On cue, all hell broke loose.
Doubloon threw his tray into the air, drew out the two pistols hidden underneath it, and fired to either side. Two of LaRoche’s men clattered to the ground at the same moment as the tray.
Wenn shot up from the urn and flung its lid across the room to knock down an enemy pyrate. He then jumped out, knife in hand.
The sword plant leaves were sliced apart as Havelyn leaped through and lay about him with his blade.
The top of the eleven-tier cake burst open to reveal Merrick, who felled one man with a musket shot and then ducked back in to reload.
Absinthe drew his rapier. As LaRoche struggled out of the dress, his pistol clattered from his belt. He drew a long sword and circled round the chandelier as Absinthe approached. Candles still burned in the wreckage and broken bits of crystal lay everywhere.
Absinthe gauged the feel of the marble floor with his bare feet, shuffling to knock away the crystal shards. He feinted to one side and then the other as LaRoche did the same. Then LaRoche titled back his head, his spectacles flashing, and leaped over the chandelier toward him.
Absinthe turned aside the point and riposted into the attack with his greater reach, lunging. The swords sang. But LaRoche’s strikes seemed not to have much strength behind them; they were really to gauge Absinthe’s technique.
Absinthe did the same, careful that LaRoche not get within his point. Bookish, Absinthe thought, reading all sixteen angles of attack as LaRoche went through them in order as if from a text. But LaRoche was quick—very quick.
LaRoche pressed in and now the fight began in earnest. The swords struck and slewed, flashing from candlelight, the crystals on the floor sparkling with fire. Absinthe backed away, circling behind the chandelier. He lunged, missing. LaRoche’s sword whanged against the fixture in a failed counterstroke.
They parted and LaRoche swooshed his sword from side to side, feeling its weight. At one point he took a pass across one of the chandelier’s candles, sending its tip jumping into the air. He laughed.
Yes, a bookish boy, Absinthe thought. A fine swordsman deep down, innate ability, but too dependent on technique. And too confident by half.
LaRoche took the fight to him again and metal rang. Though LaRoche was quick, Absinthe knew he had his gauge, but though his rapier darted and sang, he could not get a hit. As he sidestepped round, left then right, he realized what it was: the silent, still ground at his feet. Absinthe was out of his element with nothing but dead land under him. His feet fell flat at every step. His legs—land legs—were leaden.
LaRoche laid in with a will. His horizontal arcs tore away the plumes of Absinthe’s shirt, scored hits on his arms. Absinthe chastised himself for holding his blade away too much, anticipating those angles; slow on recovery, it should be kept more in line for the lunge. And now the frills of his shirt, hanging down from the cuts, were weighing on him like a drag sail.
He circled round the chandelier, a temporary respite, and tore away the remainder of his shirt so now all that remained of the tailor’s careful work were simple breeches. And was not this the way he always fought? On decks hundreds of fathoms in the air, among clouds red and gold, in bare feet and breeches with his sword whistling in the wind?
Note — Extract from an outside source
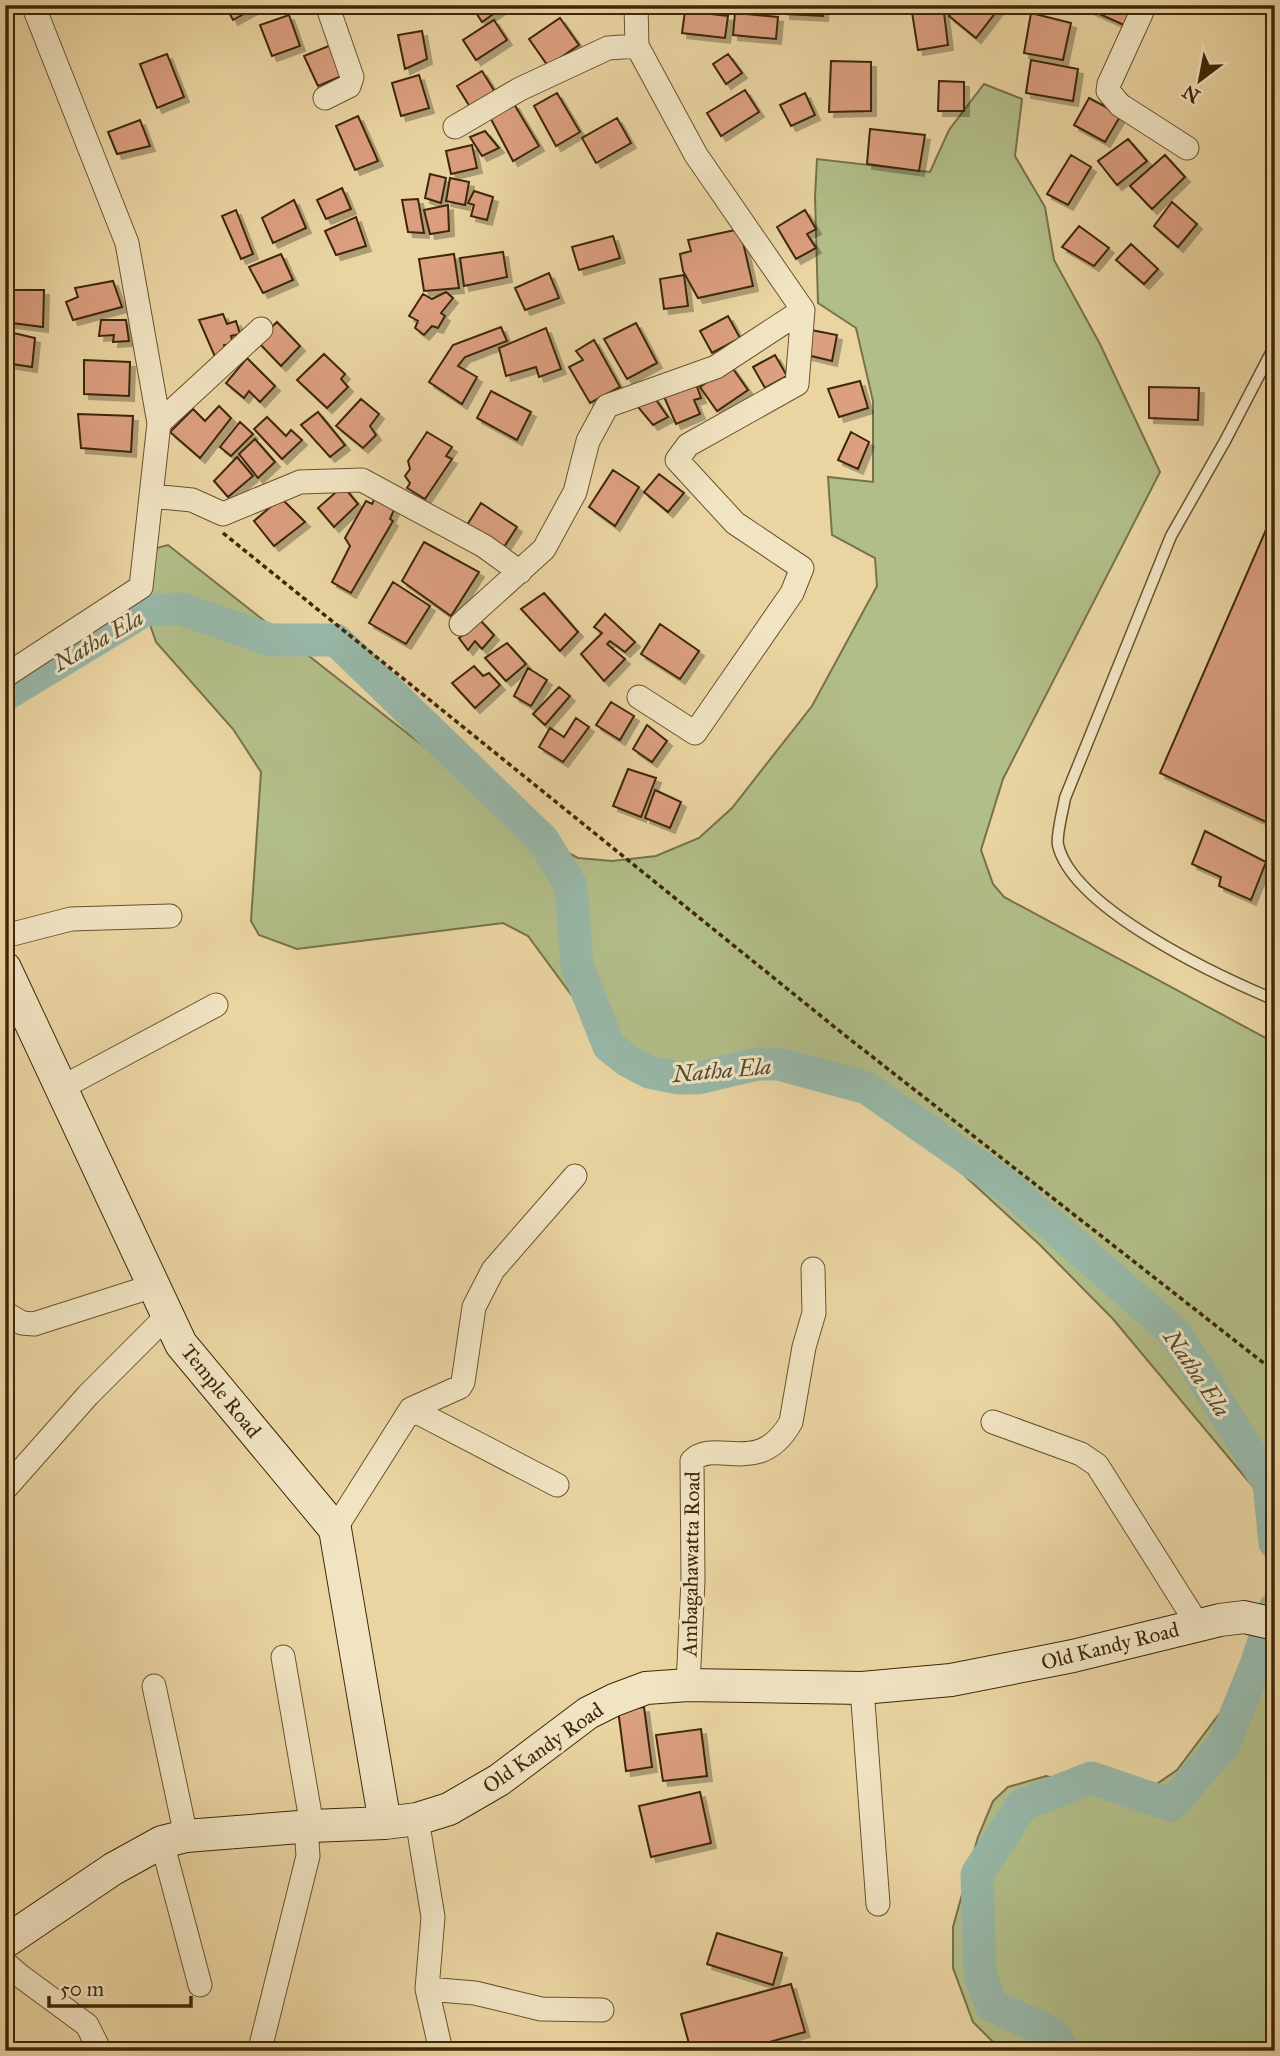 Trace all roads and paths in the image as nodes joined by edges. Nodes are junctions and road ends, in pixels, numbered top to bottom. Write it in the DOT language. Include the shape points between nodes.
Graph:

Now a cold anger overcame him. How could this boy deign to come between him and his treasure, tittering his way across the Archipelago? How could this upstart churl think he could take it all? How could he himself think that frills and creamy silks could deliver into his hands what he desired? Elaborate capers were all well and good at whiles, but most times the only solution to a problem was a swift, sure, well-delivered blade.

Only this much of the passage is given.